Data provided Start Marker

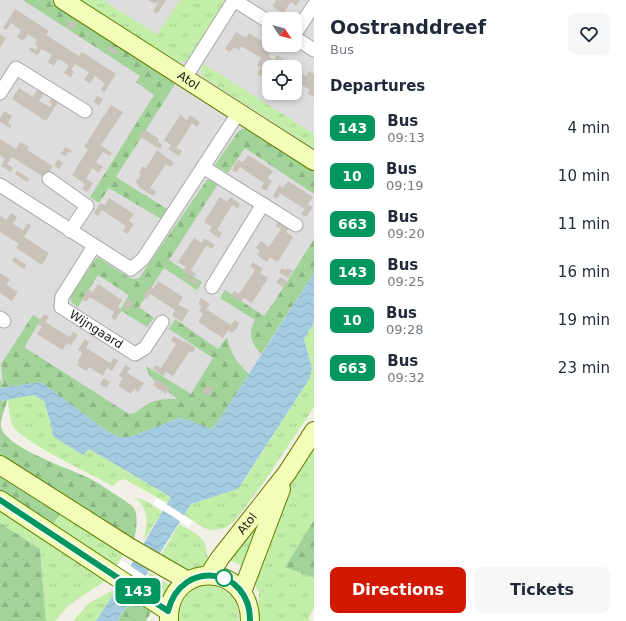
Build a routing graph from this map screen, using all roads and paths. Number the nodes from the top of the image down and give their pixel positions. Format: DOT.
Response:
graph roads {
  1 [pos="63,0"];
  2 [pos="234,0"];
  3 [pos="314,5"];
  4 [pos="262,18"];
  5 [pos="302,23"];
  6 [pos="302,42"];
  7 [pos="314,50"];
  8 [pos="185,78"];
  9 [pos="0,93"];
  10 [pos="85,111"];
  11 [pos="239,112"];
  12 [pos="314,160"];
  13 [pos="203,167"];
  14 [pos="48,179"];
  15 [pos="1,187"];
  16 [pos="263,204"];
  17 [pos="296,225"];
  18 [pos="70,231"];
  19 [pos="94,246"];
  20 [pos="212,287"];
  21 [pos="162,322"];
  22 [pos="314,431"];
  23 [pos="0,465"];
  24 [pos="287,474"];
  25 [pos="0,500"];
  26 [pos="209,575"];
  27 [pos="188,581"];
  28 [pos="242,592"];
  29 [pos="168,616"];
  30 [pos="250,621"];
  1 -- 8 [label="street, Atol"];
  2 -- 4 [label="street"];
  2 -- 8 [label="street"];
  3 -- 5 [label="street"];
  6 -- 7 [label="street"];
  8 -- 11 [label="street, Atol"];
  9 -- 10 [label="street"];
  11 -- 12 [label="street, Atol"];
  11 -- 13 [label="street"];
  13 -- 16 [label="street"];
  13 -- 19 [label="street"];
  14 -- 18 [label="street"];
  15 -- 18 [label="street"];
  16 -- 17 [label="street"];
  16 -- 20 [label="street"];
  18 -- 19 [label="street"];
  19 -- 21 [label="street, Wijngaard"];
  22 -- 24 [label="street, Atol"];
  23 -- 27 [label="street"];
  24 -- 26 [label="street, Atol"];
  24 -- 28 [label="street, Atol"];
  25 -- 29 [label="street"];
  26 -- 27 [label="street"];
  26 -- 28 [label="street"];
  27 -- 29 [label="street"];
  28 -- 30 [label="street"];
}
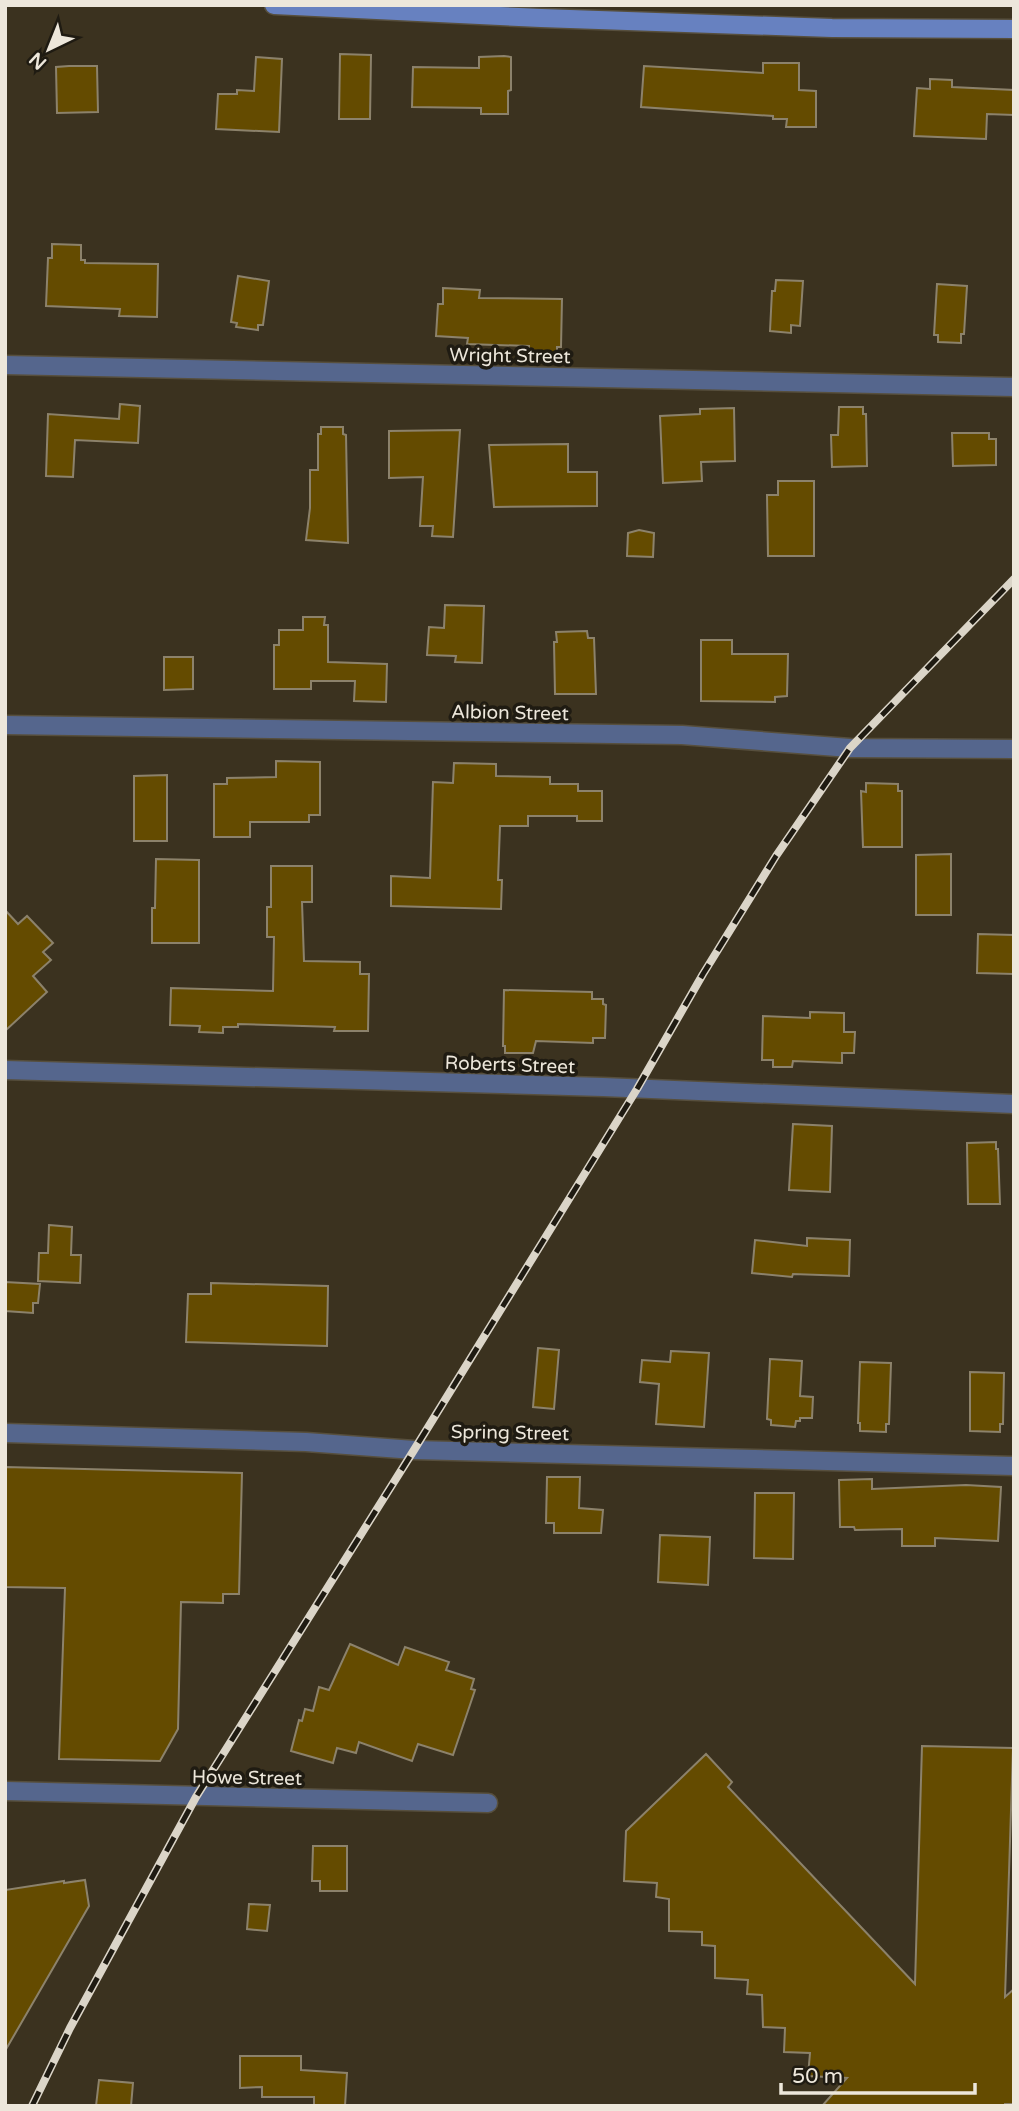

Data provided End Marker

◆ Task directions
Write the lines above out again exactly, without any of their pictures.

◆ Task answer
Build a routing graph from this map screen, using all roads and paths. Number the nodes from the top of the image down and give their pixel positions. Format: DOT.
Response:
graph roads {
  1 [pos="63,0"];
  2 [pos="234,0"];
  3 [pos="314,5"];
  4 [pos="262,18"];
  5 [pos="302,23"];
  6 [pos="302,42"];
  7 [pos="314,50"];
  8 [pos="185,78"];
  9 [pos="0,93"];
  10 [pos="85,111"];
  11 [pos="239,112"];
  12 [pos="314,160"];
  13 [pos="203,167"];
  14 [pos="48,179"];
  15 [pos="1,187"];
  16 [pos="263,204"];
  17 [pos="296,225"];
  18 [pos="70,231"];
  19 [pos="94,246"];
  20 [pos="212,287"];
  21 [pos="162,322"];
  22 [pos="314,431"];
  23 [pos="0,465"];
  24 [pos="287,474"];
  25 [pos="0,500"];
  26 [pos="209,575"];
  27 [pos="188,581"];
  28 [pos="242,592"];
  29 [pos="168,616"];
  30 [pos="250,621"];
  1 -- 8 [label="street, Atol"];
  2 -- 4 [label="street"];
  2 -- 8 [label="street"];
  3 -- 5 [label="street"];
  6 -- 7 [label="street"];
  8 -- 11 [label="street, Atol"];
  9 -- 10 [label="street"];
  11 -- 12 [label="street, Atol"];
  11 -- 13 [label="street"];
  13 -- 16 [label="street"];
  13 -- 19 [label="street"];
  14 -- 18 [label="street"];
  15 -- 18 [label="street"];
  16 -- 17 [label="street"];
  16 -- 20 [label="street"];
  18 -- 19 [label="street"];
  19 -- 21 [label="street, Wijngaard"];
  22 -- 24 [label="street, Atol"];
  23 -- 27 [label="street"];
  24 -- 26 [label="street, Atol"];
  24 -- 28 [label="street, Atol"];
  25 -- 29 [label="street"];
  26 -- 27 [label="street"];
  26 -- 28 [label="street"];
  27 -- 29 [label="street"];
  28 -- 30 [label="street"];
}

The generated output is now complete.